How TDM‑R1 Achieves 4‑Step Image Generation that Beats 80‑Step Models

Researchers from HKUST, CUHK and XiaoHongShu introduced TDM‑R1, a reinforcement‑learning‑based method that enables 4‑step diffusion image generation to surpass 80‑step models in speed, fidelity, and complex instruction adherence, as demonstrated on the GenEval benchmark and multiple quality metrics.

SuanNi
SuanNi
SuanNi
How TDM‑R1 Achieves 4‑Step Image Generation that Beats 80‑Step Models

Background and Motivation

Generating high‑quality images and videos remains a core goal in AI research. Recent few‑step diffusion techniques, such as diffusion distillation, have dramatically increased generation speed—up to 50× faster—but still struggle with precise instruction following, complex text rendering, and accurate object placement.

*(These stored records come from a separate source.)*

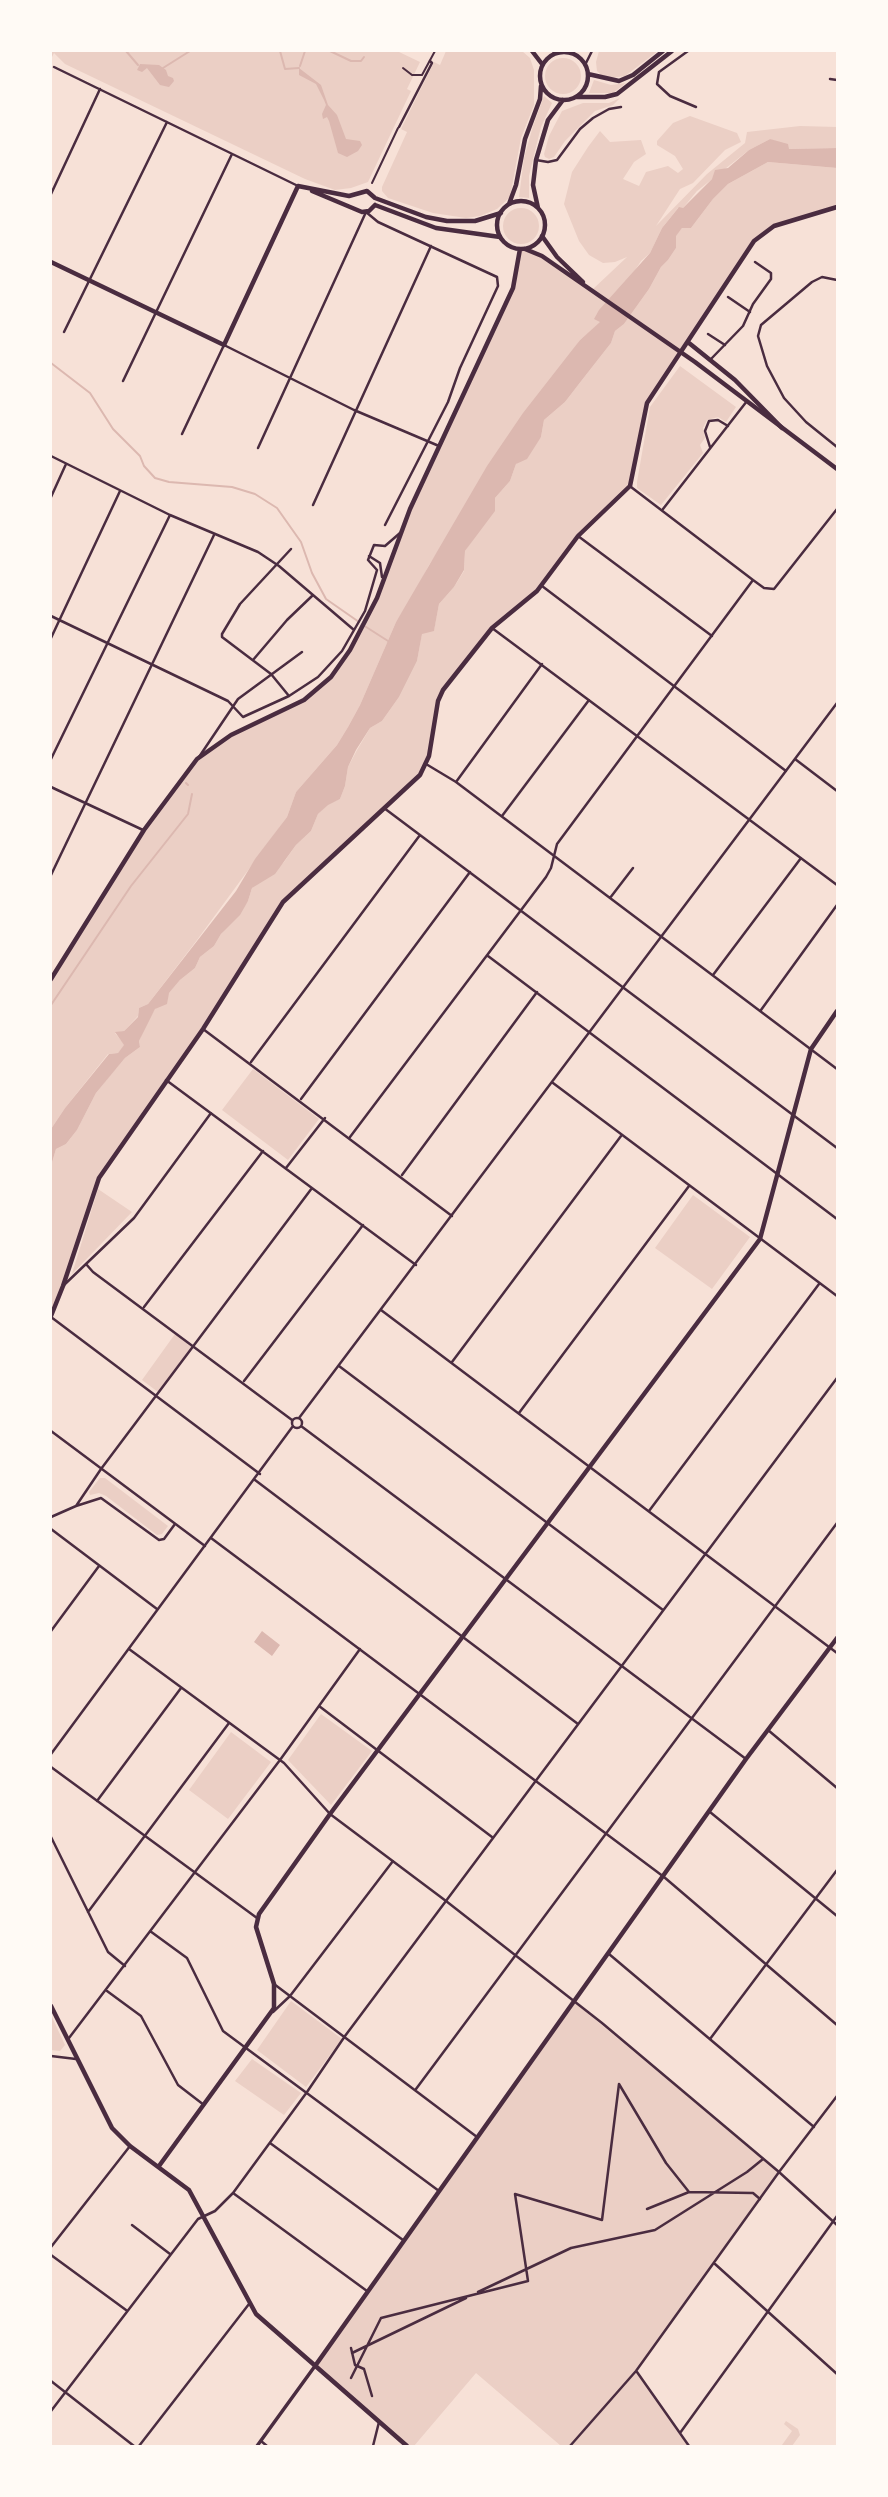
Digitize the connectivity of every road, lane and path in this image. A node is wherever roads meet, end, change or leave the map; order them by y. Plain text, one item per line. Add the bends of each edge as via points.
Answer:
1 (435, 51) edge
2 (532, 51) edge
3 (556, 51) edge
4 (570, 51) edge
5 (592, 51) edge
6 (663, 51) edge
7 (672, 51) edge
8 (688, 51) edge
9 (430, 61) junction
10 (542, 64) junction
11 (585, 65) junction
12 (54, 67) dead end
13 (403, 68) dead end
14 (588, 74) junction
15 (830, 79) dead end
16 (837, 80) edge
17 (542, 85) junction
18 (100, 89) junction
19 (575, 97) junction
20 (563, 100) junction
21 (621, 107) dead end
22 (695, 107) dead end
23 (167, 122) junction
24 (399, 127) joint
25 (232, 154) junction
26 (536, 160) junction
27 (372, 183) dead end
28 (298, 186) junction
29 (358, 193) junction
30 (51, 194) edge
31 (375, 198) junction
32 (509, 204) junction
33 (375, 205) junction
34 (837, 207) edge
35 (356, 208) junction
36 (538, 209) junction
37 (366, 212) junction
38 (501, 213) junction
39 (542, 236) junction
40 (500, 237) junction
41 (431, 246) junction
42 (523, 249) junction
43 (51, 262) edge
44 (755, 262) dead end
45 (837, 280) edge
46 (90, 281) junction
47 (592, 290) junction
48 (728, 297) dead end
49 (154, 312) junction
50 (750, 312) junction
51 (64, 332) dead end
52 (708, 334) dead end
53 (689, 342) junction
54 (224, 345) junction
55 (725, 345) junction
56 (710, 360) junction
57 (290, 378) junction
58 (123, 381) dead end
59 (747, 401) junction
60 (354, 410) junction
61 (728, 426) junction
62 (782, 428) junction
63 (182, 434) dead end
64 (427, 441) junction
65 (439, 446) junction
66 (710, 447) junction
67 (837, 447) edge
68 (258, 448) dead end
69 (51, 456) edge
70 (66, 464) junction
71 (837, 469) edge
72 (630, 486) junction
73 (120, 491) junction
74 (51, 497) edge
75 (313, 505) dead end
76 (837, 509) edge
77 (662, 510) junction
78 (170, 515) junction
79 (385, 525) dead end
80 (401, 532) junction
81 (214, 535) junction
82 (578, 536) junction
83 (291, 550) dead end
84 (369, 556) junction
85 (278, 566) junction
86 (753, 580) junction
87 (383, 583) junction
88 (542, 586) junction
89 (312, 596) junction
90 (51, 616) edge
91 (59, 620) junction
92 (356, 628) junction
93 (492, 628) junction
94 (712, 636) junction
95 (51, 638) edge
96 (107, 644) junction
97 (302, 652) dead end
98 (253, 660) junction
99 (542, 664) junction
100 (152, 665) junction
101 (271, 674) junction
102 (675, 686) junction
103 (289, 696) junction
104 (589, 700) junction
105 (837, 703) edge
106 (232, 706) junction
107 (832, 710) junction
108 (837, 715) edge
109 (636, 735) junction
110 (51, 759) edge
111 (197, 759) junction
112 (795, 759) junction
113 (426, 764) junction
114 (786, 771) junction
115 (456, 782) junction
116 (51, 787) edge
117 (837, 791) edge
118 (85, 803) junction
119 (384, 808) junction
120 (502, 816) junction
121 (748, 819) junction
122 (144, 830) junction
123 (420, 835) junction
124 (554, 857) junction
125 (801, 858) junction
126 (633, 868) dead end
127 (470, 872) junction
128 (51, 875) edge
129 (837, 885) edge
130 (610, 898) junction
131 (837, 905) edge
132 (520, 909) junction
133 (660, 936) junction
134 (487, 955) junction
135 (713, 975) junction
136 (51, 979) edge
137 (623, 986) junction
138 (537, 992) junction
139 (761, 1010) junction
140 (837, 1011) edge
141 (203, 1029) junction
142 (590, 1033) junction
143 (811, 1049) junction
144 (250, 1063) junction
145 (837, 1069) edge
146 (166, 1080) junction
147 (553, 1083) junction
148 (300, 1100) junction
149 (212, 1113) junction
150 (793, 1114) junction
151 (325, 1118) junction
152 (621, 1136) junction
153 (350, 1137) junction
154 (837, 1148) edge
155 (263, 1151) junction
156 (286, 1168) junction
157 (778, 1174) junction
158 (401, 1176) junction
159 (689, 1186) junction
160 (312, 1188) junction
161 (452, 1216) junction
162 (837, 1219) edge
163 (363, 1225) junction
164 (760, 1239) junction
165 (86, 1264) junction
166 (416, 1265) junction
167 (820, 1283) junction
168 (63, 1286) junction
169 (837, 1296) edge
170 (144, 1308) junction
171 (381, 1310) junction
172 (51, 1317) edge
173 (194, 1346) junction
174 (452, 1362) junction
175 (339, 1366) junction
176 (837, 1378) edge
177 (243, 1383) junction
178 (156, 1396) junction
179 (519, 1413) junction
180 (299, 1418) junction
181 (292, 1420) junction
182 (293, 1426) junction
183 (301, 1426) junction
184 (51, 1431) edge
185 (590, 1466) junction
186 (101, 1469) junction
187 (260, 1474) junction
188 (255, 1480) junction
189 (76, 1506) junction
190 (649, 1511) junction
191 (51, 1517) edge
192 (837, 1523) edge
193 (175, 1524) junction
194 (547, 1524) junction
195 (51, 1529) edge
196 (211, 1538) junction
197 (205, 1546) junction
198 (705, 1554) junction
199 (99, 1566) junction
200 (505, 1580) junction
201 (775, 1607) junction
202 (157, 1609) junction
203 (663, 1610) junction
204 (51, 1631) edge
205 (463, 1637) junction
206 (837, 1638) edge
207 (830, 1647) junction
208 (129, 1648) junction
209 (360, 1649) junction
210 (837, 1653) edge
211 (621, 1667) junction
212 (181, 1688) junction
213 (420, 1694) junction
214 (318, 1706) junction
215 (692, 1718) junction
216 (229, 1723) junction
217 (578, 1724) junction
218 (768, 1730) junction
219 (378, 1750) junction
220 (51, 1754) edge
221 (746, 1759) junction
222 (280, 1760) junction
223 (51, 1767) edge
224 (536, 1782) junction
225 (837, 1788) edge
226 (97, 1801) junction
227 (710, 1812) junction
228 (330, 1814) junction
229 (606, 1833) junction
230 (51, 1837) edge
231 (145, 1837) junction
232 (492, 1838) junction
233 (393, 1861) junction
234 (837, 1870) edge
235 (194, 1873) junction
236 (664, 1877) junction
237 (816, 1898) junction
238 (446, 1901) junction
239 (88, 1912) junction
240 (837, 1916) edge
241 (257, 1918) junction
242 (150, 1931) junction
243 (609, 1954) junction
244 (515, 1955) junction
245 (768, 1965) junction
246 (125, 1966) junction
247 (274, 1984) junction
248 (107, 1991) junction
249 (290, 1996) junction
250 (574, 2002) junction
251 (51, 2006) edge
252 (272, 2013) junction
253 (837, 2025) edge
254 (345, 2036) junction
255 (710, 2039) junction
256 (67, 2040) junction
257 (247, 2048) junction
258 (51, 2056) edge
259 (76, 2059) junction
260 (416, 2089) junction
261 (307, 2092) junction
262 (837, 2096) edge
263 (204, 2105) junction
264 (814, 2127) junction
265 (477, 2137) junction
266 (270, 2143) junction
267 (130, 2146) junction
268 (763, 2159) junction
269 (159, 2166) junction
270 (779, 2172) junction
271 (439, 2191) junction
272 (689, 2192) junction
273 (716, 2192) junction
274 (233, 2193) junction
275 (760, 2199) junction
276 (647, 2209) dead end
277 (205, 2215) junction
278 (837, 2216) edge
279 (833, 2221) junction
280 (132, 2225) dead end
281 (837, 2225) edge
282 (404, 2240) junction
283 (51, 2247) edge
284 (170, 2254) junction
285 (51, 2255) edge
286 (715, 2264) junction
287 (526, 2269) junction
288 (367, 2291) junction
289 (473, 2295) junction
290 (249, 2304) junction
291 (126, 2310) junction
292 (769, 2312) junction
293 (369, 2345) junction
294 (351, 2348) dead end
295 (352, 2353) junction
296 (315, 2366) junction
297 (358, 2367) junction
298 (636, 2371) junction
299 (837, 2374) edge
300 (351, 2378) dead end
301 (51, 2381) edge
302 (65, 2392) junction
303 (372, 2396) dead end
304 (51, 2411) edge
305 (379, 2422) junction
306 (680, 2433) junction
307 (261, 2441) junction
308 (137, 2446) edge
309 (257, 2446) edge
310 (267, 2446) edge
311 (373, 2446) edge
312 (407, 2446) edge
313 (570, 2446) edge
314 (690, 2446) edge

1 - 9 lane
2 - 10 main road
3 - 4 main road
3 - 10 main road
4 - 11 main road
5 - 11 street
6 - 14 main road via 619,81
7 - 19 main road via 617,94
8 - 22 street via 659,72 657,84 670,96
9 - 13 lane via 418,76
9 - 24 street
10 - 17 main road
11 - 14 main road
12 - 18 street
14 - 19 main road via 584,89
15 - 16 street
17 - 20 main road via 548,94
17 - 32 main road
18 - 23 street
18 - 30 street
19 - 20 main road
20 - 26 main road via 548,120
21 - 26 street via 593,118 557,160
23 - 25 street
23 - 46 street
24 - 27 lane
25 - 28 street
25 - 49 street
26 - 36 main road via 533,185
28 - 29 main road via 349,196
28 - 35 main road
28 - 54 main road
29 - 31 main road via 368,191
29 - 35 main road
31 - 33 main road
31 - 38 main road via 447,221 475,221
32 - 36 main road via 527,202
32 - 38 main road
33 - 37 main road
33 - 40 main road via 436,228
34 - 53 main road via 774,226 754,241
35 - 37 main road
36 - 39 main road via 544,219
37 - 41 street
37 - 57 street
38 - 40 main road
39 - 42 main road
39 - 47 main road
40 - 42 main road via 509,246
41 - 60 street
41 - 64 street via 497,277 498,286
42 - 47 main road via 542,256
42 - 65 main road via 513,288
43 - 46 main road
44 - 50 street via 771,275
45 - 67 street via 822,277 812,282 761,325 758,336 784,398
46 - 49 main road
46 - 51 street
47 - 59 main road
48 - 50 street
49 - 54 main road
49 - 58 street
50 - 55 street
52 - 55 street
53 - 56 main road
53 - 72 main road via 644,408
54 - 57 street
54 - 63 street
55 - 56 street
56 - 62 main road
57 - 60 street
57 - 68 street
59 - 61 street
59 - 62 main road
60 - 64 street
60 - 75 street
61 - 66 street
61 - 66 street via 709,421 705,431
62 - 71 main road
64 - 65 street
64 - 79 street
65 - 80 main road
66 - 77 street
69 - 70 street
70 - 73 street
70 - 74 street
72 - 77 street
72 - 82 main road
73 - 78 street
73 - 91 street
76 - 86 street via 774,589
77 - 86 street
78 - 81 street
78 - 96 street
80 - 84 street via 385,546 374,545
80 - 87 main road
81 - 85 street via 258,552
81 - 100 street
82 - 88 main road
82 - 94 street
83 - 85 street
84 - 87 street via 380,563
84 - 92 street via 377,570
85 - 89 street
85 - 98 street via 240,604 222,634
86 - 94 street
87 - 111 main road via 340,666 319,689 231,735
88 - 93 main road
88 - 102 street
89 - 92 street
89 - 98 street
90 - 91 street
91 - 95 street
91 - 96 street
92 - 103 street via 330,666
93 - 99 street
93 - 113 main road via 440,695
94 - 102 street
96 - 100 street
96 - 110 street
97 - 101 street
98 - 101 street
99 - 104 street
99 - 115 street
100 - 106 street
100 - 118 street
101 - 103 street
101 - 106 street
102 - 109 street
102 - 114 street
103 - 106 street via 243,717
104 - 109 street
104 - 120 street
105 - 107 street
106 - 111 street
107 - 108 street
107 - 112 street
109 - 121 street
109 - 124 street via 557,844
111 - 122 main road
112 - 114 street
112 - 117 street
113 - 115 street
113 - 119 main road
114 - 121 street
115 - 120 street
116 - 118 street
118 - 122 street
118 - 128 street
119 - 123 street
119 - 141 main road via 287,897
120 - 124 street
121 - 125 street
121 - 133 street
122 - 136 main road
123 - 127 street
123 - 144 street
124 - 130 street
124 - 132 street via 546,877
125 - 129 street
125 - 135 street
126 - 130 street
127 - 132 street
127 - 148 street
130 - 133 street
131 - 139 street
132 - 134 street
132 - 137 street
133 - 135 street
133 - 137 street
134 - 138 street
134 - 153 street
135 - 139 street
137 - 142 street
137 - 150 street
138 - 142 street
138 - 158 street
139 - 143 street
140 - 143 main road
141 - 144 street
141 - 146 main road
142 - 147 street
142 - 157 street
143 - 145 street
143 - 150 main road
144 - 148 street
146 - 149 street
146 - 168 main road via 99,1178
147 - 152 street
147 - 161 street
148 - 151 street
149 - 155 street
149 - 165 street via 134,1218
150 - 154 street
150 - 157 main road
151 - 153 street
151 - 156 street
152 - 159 street
152 - 174 street
153 - 158 street
155 - 156 street
155 - 170 street
156 - 160 street
157 - 162 street
157 - 164 main road
158 - 161 street
159 - 164 street
159 - 179 street
160 - 163 street
160 - 173 street
161 - 166 street
163 - 166 street
163 - 177 street
164 - 167 street
164 - 185 main road
165 - 168 street
165 - 170 street
166 - 171 street
167 - 169 street
167 - 190 street
168 - 172 main road
170 - 173 street
171 - 174 street
171 - 175 street
172 - 178 street
173 - 177 street
173 - 178 street
174 - 179 street
175 - 180 street
175 - 194 street
176 - 198 street
177 - 181 street
178 - 186 street
178 - 187 street
179 - 185 street
180 - 181 street
180 - 183 street
181 - 182 street
182 - 183 street
182 - 187 street
183 - 200 street
184 - 186 street
185 - 190 street
185 - 194 main road
186 - 189 street
186 - 193 street
187 - 188 street
188 - 196 street
188 - 205 street
189 - 191 street
189 - 193 street via 101,1498 159,1540
190 - 198 street
192 - 201 street
193 - 197 street
194 - 200 main road
194 - 203 street
195 - 199 street
196 - 197 street
196 - 209 street
197 - 202 street
198 - 201 street
198 - 203 street
199 - 202 street
199 - 204 street
200 - 205 main road
200 - 211 street
201 - 207 street
201 - 215 street
202 - 208 street
203 - 211 street
205 - 213 main road
205 - 217 street
206 - 207 main road
207 - 210 street
207 - 218 main road
208 - 212 street
208 - 220 street
209 - 213 street
209 - 214 street
211 - 215 street
211 - 217 street
212 - 216 street
212 - 226 street
213 - 219 main road
213 - 224 street
214 - 219 street
214 - 222 street
215 - 221 street
215 - 229 street
216 - 222 street
216 - 231 street
217 - 224 street
218 - 221 main road
218 - 225 street
219 - 228 main road
219 - 232 street
221 - 227 main road
222 - 228 street
222 - 235 street
223 - 226 street
224 - 229 street
224 - 232 street
226 - 231 street
227 - 236 main road
227 - 237 street
228 - 233 street
228 - 241 main road
229 - 236 street
229 - 244 street
230 - 239 street
231 - 235 street
231 - 239 street
232 - 238 street
233 - 238 street
233 - 249 street
234 - 237 street
235 - 241 street
235 - 242 street
236 - 243 main road
236 - 245 street
237 - 240 street
237 - 245 street
238 - 244 street
238 - 254 street
239 - 246 street via 108,1952
241 - 247 main road
242 - 246 street
242 - 257 street via 187,1958 220,2028
243 - 250 main road
243 - 255 street
244 - 250 street
244 - 260 street
245 - 253 street
245 - 255 street
246 - 248 street
247 - 249 street
247 - 252 main road
248 - 256 street
248 - 263 street via 141,2016 178,2085
249 - 252 street
249 - 254 street
250 - 265 main road
250 - 268 street
251 - 256 main road
252 - 257 main road
254 - 260 street
254 - 261 street
255 - 264 street
256 - 259 main road
257 - 261 street
257 - 263 main road
258 - 259 street
259 - 267 main road via 108,2121
260 - 265 street
261 - 266 street
261 - 271 street
262 - 264 street
263 - 269 main road
264 - 270 street
265 - 271 main road
266 - 274 street
266 - 282 street
267 - 269 main road
267 - 283 street
268 - 270 street
268 - 273 street
269 - 277 main road via 189,2190
270 - 275 street
270 - 279 street
271 - 282 main road
272 - 273 street
272 - 276 street
272 - 287 street via 666,2163 620,2084 602,2220 514,2194
273 - 275 street via 753,2193
273 - 287 street via 655,2230 571,2248
274 - 277 street
274 - 288 street
275 - 286 street
277 - 284 street
277 - 290 main road
278 - 279 street
279 - 281 street
279 - 292 street
280 - 284 street
282 - 288 main road
284 - 291 street
285 - 291 street
286 - 292 street
286 - 298 street
287 - 289 street
287 - 289 street via 528,2281
288 - 296 main road
289 - 293 street
289 - 293 street via 381,2318
290 - 296 main road
290 - 308 street
291 - 302 street
292 - 299 street
292 - 306 street
293 - 295 street
293 - 297 street
294 - 295 street
295 - 297 street
296 - 305 main road
296 - 307 street
297 - 300 street
297 - 303 street via 364,2369
298 - 306 street
298 - 313 street
301 - 302 street
302 - 304 street
302 - 308 street
305 - 311 street
305 - 312 main road
306 - 314 street
307 - 309 street
307 - 310 street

Limitations of Existing Few‑Step Diffusion Models

Current reinforcement‑learning (RL) approaches for few‑step models assume that reward signals are differentiable, requiring the model’s output to be back‑propagated through a reward model. This restriction excludes many real‑world feedback signals—human preferences, object counts, or OCR‑based spelling accuracy—that are inherently non‑differentiable.

TDM‑R1 Architecture and Training Procedure

The research team built on the Trajectory Distribution Matching (TDM) framework and introduced the TDM‑R1 architecture. TDM‑R1 splits learning into two stages: (1) a surrogate reward model learns from deterministic generation trajectories, and (2) the generator is trained using these unbiased intermediate rewards. Deterministic trajectories allow precise reward evaluation for each intermediate sample, avoiding the bias introduced by naïvely applying the final‑step score to all steps.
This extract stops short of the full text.